▶ _EXERCISE DETAILS_: Give again, word for word, every line below from the one that has "ring tip: (640, 231)" through the one that has "thumb cmc: (684, 441)", both included, and no others.

▶ _RECORDS PROVIDED_:

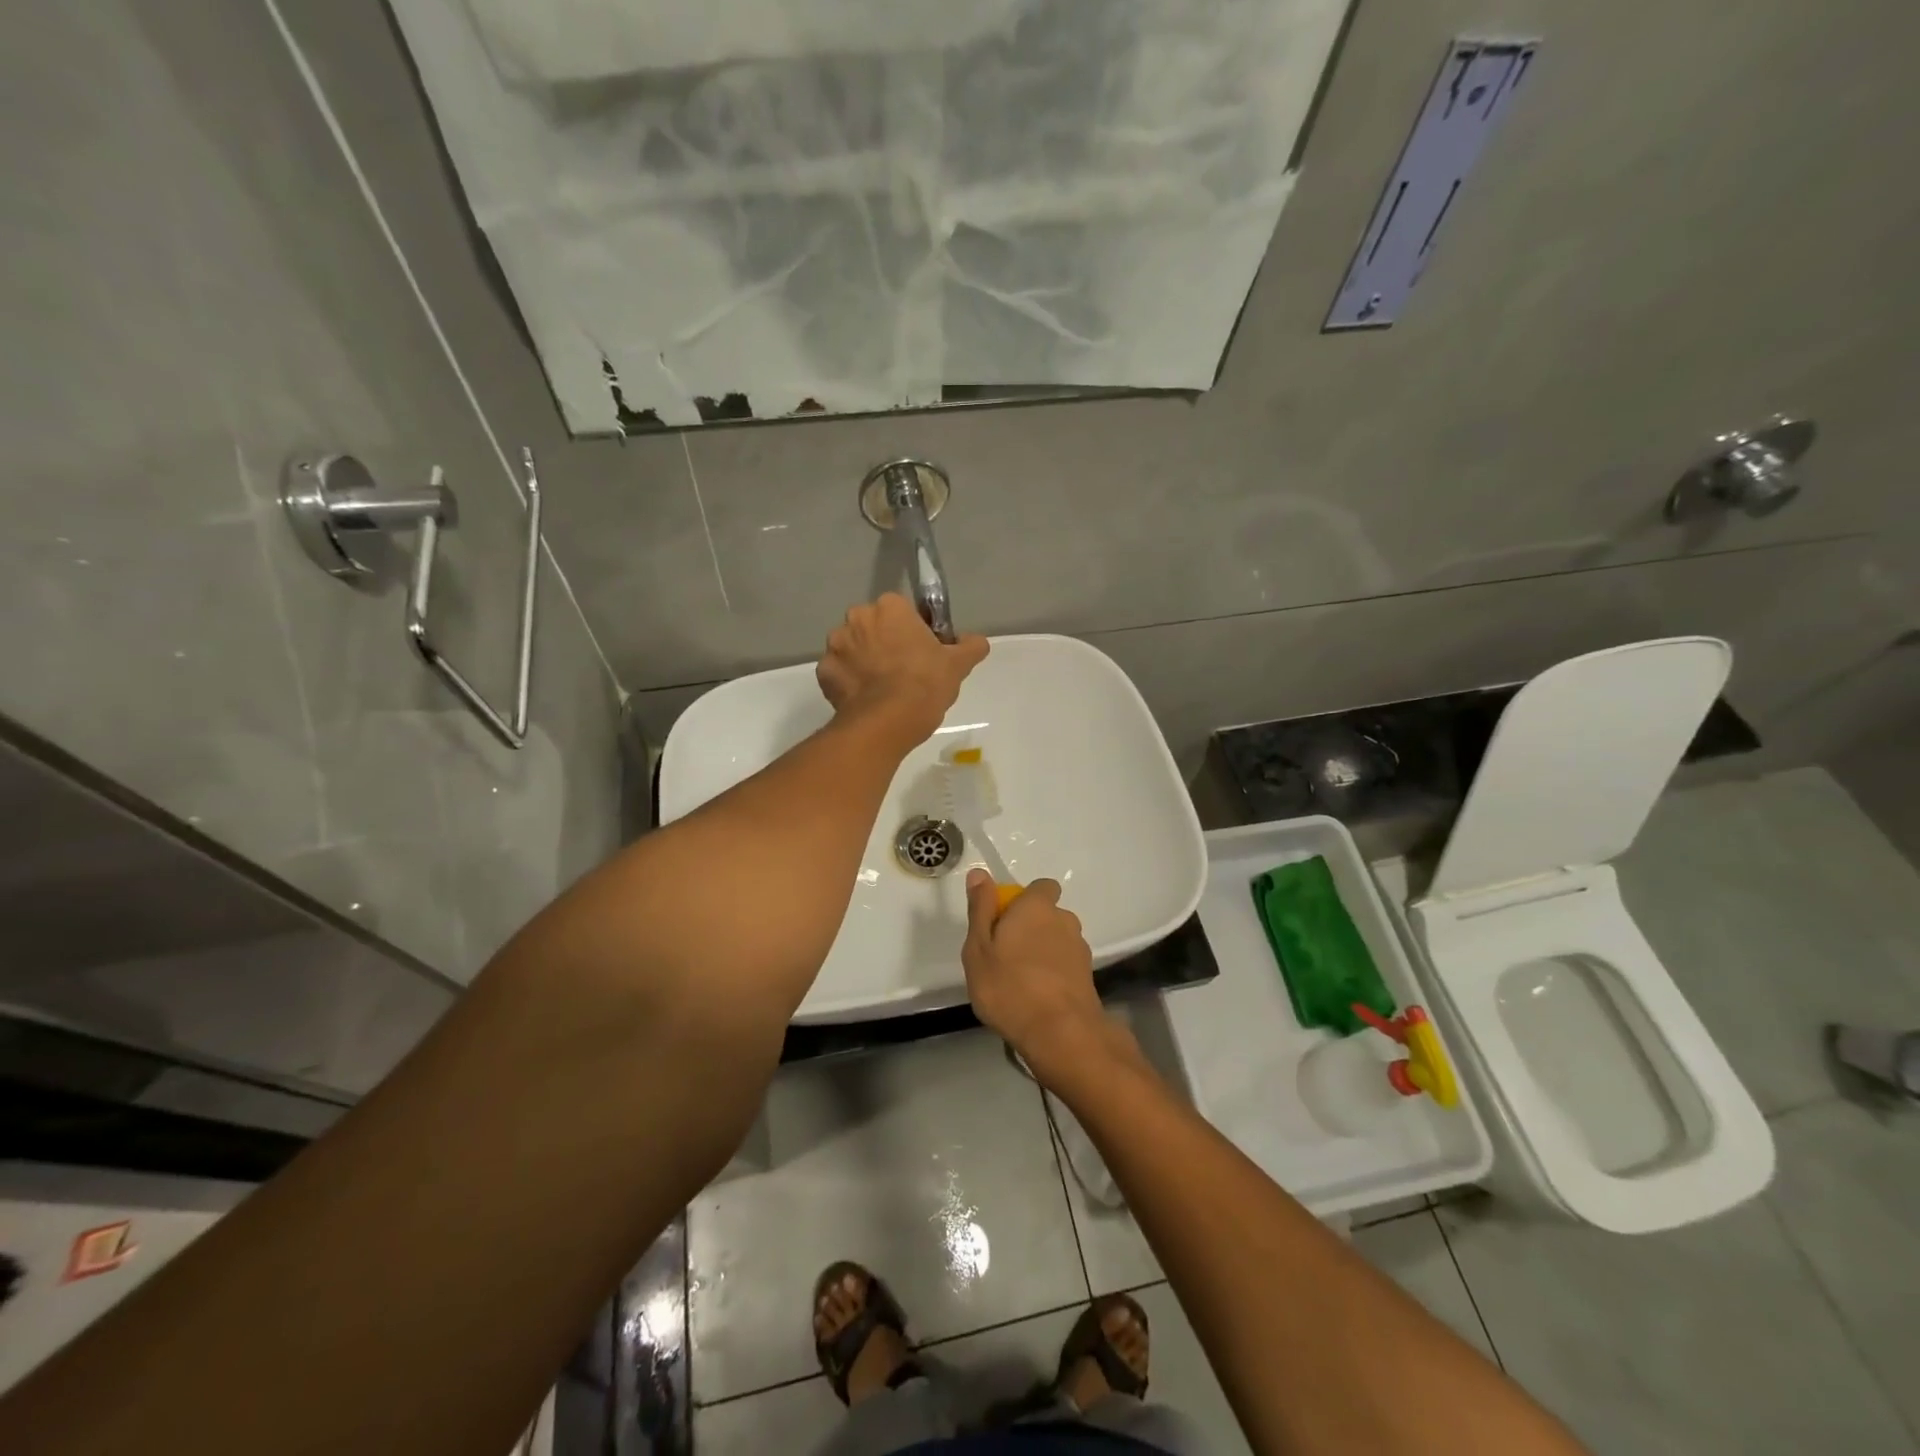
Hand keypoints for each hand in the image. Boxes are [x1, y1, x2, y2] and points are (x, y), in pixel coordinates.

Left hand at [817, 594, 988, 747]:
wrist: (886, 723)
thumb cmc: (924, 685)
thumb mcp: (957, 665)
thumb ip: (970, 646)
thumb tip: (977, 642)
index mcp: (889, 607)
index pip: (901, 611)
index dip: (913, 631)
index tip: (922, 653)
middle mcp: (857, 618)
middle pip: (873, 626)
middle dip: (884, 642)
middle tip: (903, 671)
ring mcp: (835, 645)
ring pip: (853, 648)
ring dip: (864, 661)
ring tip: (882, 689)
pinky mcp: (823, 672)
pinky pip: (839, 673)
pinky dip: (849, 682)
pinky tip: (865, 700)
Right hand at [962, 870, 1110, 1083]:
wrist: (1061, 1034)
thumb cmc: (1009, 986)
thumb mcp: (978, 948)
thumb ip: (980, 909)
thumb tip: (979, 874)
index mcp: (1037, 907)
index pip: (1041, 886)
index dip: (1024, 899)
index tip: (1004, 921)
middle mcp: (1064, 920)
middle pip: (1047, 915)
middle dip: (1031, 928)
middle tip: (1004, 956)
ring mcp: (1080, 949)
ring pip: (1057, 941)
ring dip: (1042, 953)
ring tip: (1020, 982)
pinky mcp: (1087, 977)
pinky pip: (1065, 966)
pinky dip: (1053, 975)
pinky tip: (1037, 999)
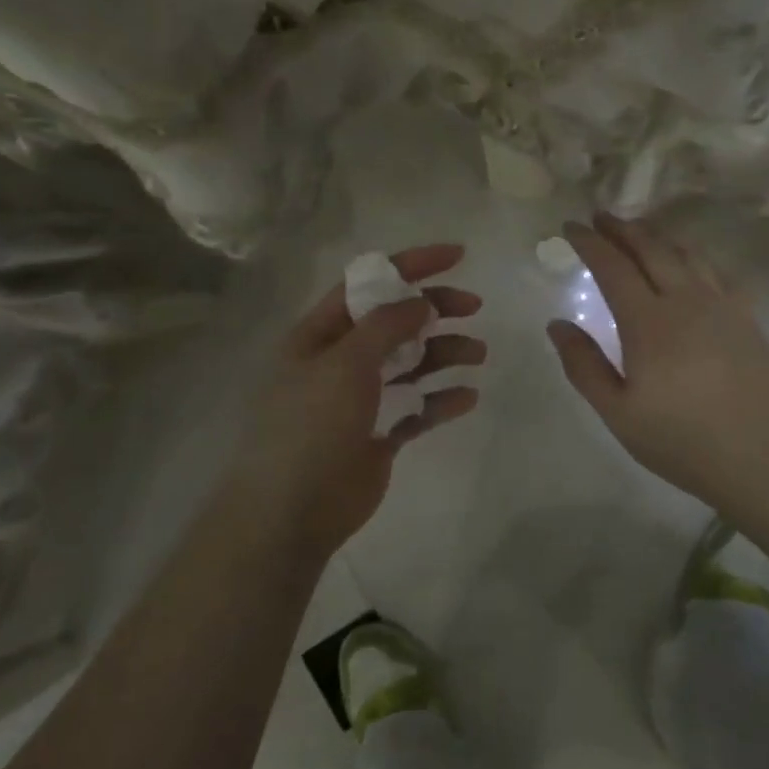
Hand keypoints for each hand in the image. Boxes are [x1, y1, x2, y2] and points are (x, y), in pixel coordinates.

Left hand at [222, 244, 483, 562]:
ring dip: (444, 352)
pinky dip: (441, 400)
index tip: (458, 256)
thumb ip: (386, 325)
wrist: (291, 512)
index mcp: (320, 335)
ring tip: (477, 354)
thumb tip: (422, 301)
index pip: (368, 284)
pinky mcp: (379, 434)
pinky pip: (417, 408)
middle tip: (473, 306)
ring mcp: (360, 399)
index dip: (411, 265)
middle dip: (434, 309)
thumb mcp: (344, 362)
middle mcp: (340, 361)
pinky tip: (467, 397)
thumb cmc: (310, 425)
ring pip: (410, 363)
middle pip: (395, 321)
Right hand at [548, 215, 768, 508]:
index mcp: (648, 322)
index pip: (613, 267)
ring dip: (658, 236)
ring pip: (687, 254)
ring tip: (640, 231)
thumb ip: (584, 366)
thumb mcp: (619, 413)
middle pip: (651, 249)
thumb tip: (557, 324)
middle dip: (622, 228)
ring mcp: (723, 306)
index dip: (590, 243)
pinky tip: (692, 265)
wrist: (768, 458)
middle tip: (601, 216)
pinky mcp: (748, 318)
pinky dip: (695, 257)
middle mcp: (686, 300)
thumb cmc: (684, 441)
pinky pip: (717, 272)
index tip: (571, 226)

▶ _WRITTEN RESPONSE_:
ring tip: (640, 231)
thumb ip: (584, 366)
thumb mcp: (619, 413)
middle pip: (651, 249)
thumb tip: (557, 324)
middle dip: (622, 228)
ring mcp: (723, 306)
index dip: (590, 243)
pinky tip: (692, 265)
wrist: (768, 458)
middle tip: (601, 216)
pinky mcp: (748, 318)
pinky dip: (695, 257)
middle mcp: (686, 300)
thumb cmc: (684, 441)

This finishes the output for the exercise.